Thai authorities should immediately disclose the whereabouts of Thanakorn Siripaiboon, a critic of Thailand’s junta who has reportedly been held in secret military custody since December 8, 2015, Human Rights Watch said today.
December 11, 2015
Lese Majeste Charge for Facebook ‘Like’
(New York) – Thai authorities should immediately disclose the whereabouts of Thanakorn Siripaiboon, a critic of Thailand’s junta who has reportedly been held in secret military custody since December 8, 2015, Human Rights Watch said today.
On December 8, soldiers and police arrested Thanakorn, a 27-year-old factory worker, at his house in Samutprakarn province’s Muang district and took him for questioning about alleged sedition and lese majeste (insulting the monarchy) at an undisclosed location. Since then, the police, the military, and the corrections department have all denied knowledge of Thanakorn’s whereabouts to his family and lawyers, raising grave concerns for his safety.
“Thanakorn’s secret detention should set off flashing red lights – especially since the Thai authorities failed to resolve two recent deaths of detainees in military custody,” said Brad Adams, Asia director. “Thailand’s junta has increasingly flouted international legal protections by holding civilian detainees incommunicado in military camps.”
Thanakorn was arrested for sharing Facebook infographics alleging that Prime Minister Gen. Prayut Chan-ocha and other members of the ruling junta, the National Council for Peace and Order (NCPO), committed corruption in the Rajabhakti Park project. Rajabhakti Park, a newly built park on army land that honors Thailand’s monarchy, has been plagued by reports of misuse of funds.
Thanakorn faces charges of violating the Computer Crime Act and section 116 of the penal code – the equivalent of sedition. He was also accused of committing lese majeste under section 112 of the penal code for giving a “Like” to an image on Facebook that the authorities consider offensive to the monarchy.
According to a media interview on December 9 by Maj. Gen. Wicharn Jodtaeng, chief of the NCPO’s Legal Office, Thanakorn was initially taken to the Police Technology Crime Suppression Division before being held in custody at an undisclosed military camp for further inquiry. Samutprakarn province police told Thanakorn’s parents that he was held at the 11th Army Circle military base. But his family and lawyers from the Thai Lawyers for Human Rights could not get permission to visit him or receive formal confirmation that he was actually detained there.
Human Rights Watch has repeatedly raised serious concerns regarding secret military detention in Thailand. The risk of enforced disappearance, torture, and other ill-treatment significantly increases when detainees are held incommunicado in military detention. Enforced disappearances are defined under international law as the arrest or detention of a person by state officials or their agents followed by a refusal to acknowledge the deprivation of liberty, or to reveal the person’s fate or whereabouts. Enforced disappearances violate a range of fundamental human rights protected under the International Covenant on Civil and Political Rights (ICCPR), to which Thailand is a party, including prohibitions against arbitrary arrest and detention; torture and other cruel, inhuman, or degrading treatment; and extrajudicial execution.
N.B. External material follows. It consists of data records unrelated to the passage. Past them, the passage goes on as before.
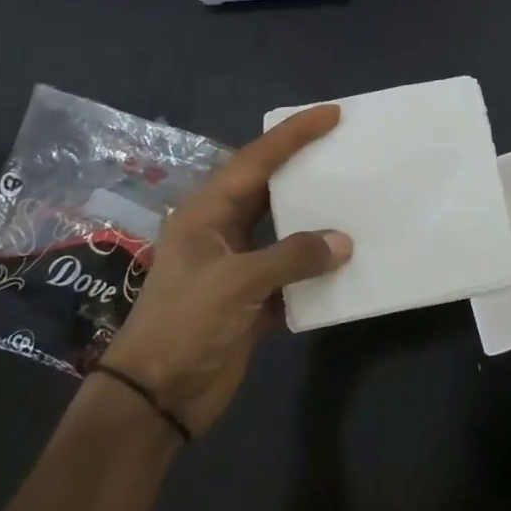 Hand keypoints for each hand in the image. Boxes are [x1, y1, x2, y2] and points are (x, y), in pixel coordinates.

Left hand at [102, 105, 351, 435]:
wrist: (156, 397)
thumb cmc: (185, 325)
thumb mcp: (236, 282)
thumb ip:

Since the May 2014 coup, the NCPO has detained hundreds of politicians, activists, journalists, and people they accuse of supporting the deposed government, disrespecting or offending the monarchy, or being involved in anti-junta protests and activities. Many of these people have been held incommunicado in military camps where they have been interrogated without safeguards against torture and other ill-treatment.
“The Thai government should put to rest fears that Thanakorn has been forcibly disappeared by immediately disclosing his location and allowing his family and lawyers access,” Adams said. “The United Nations human rights agency and concerned governments should press General Prayut to end secret detentions and provide a full accounting of detainee treatment in military custody.”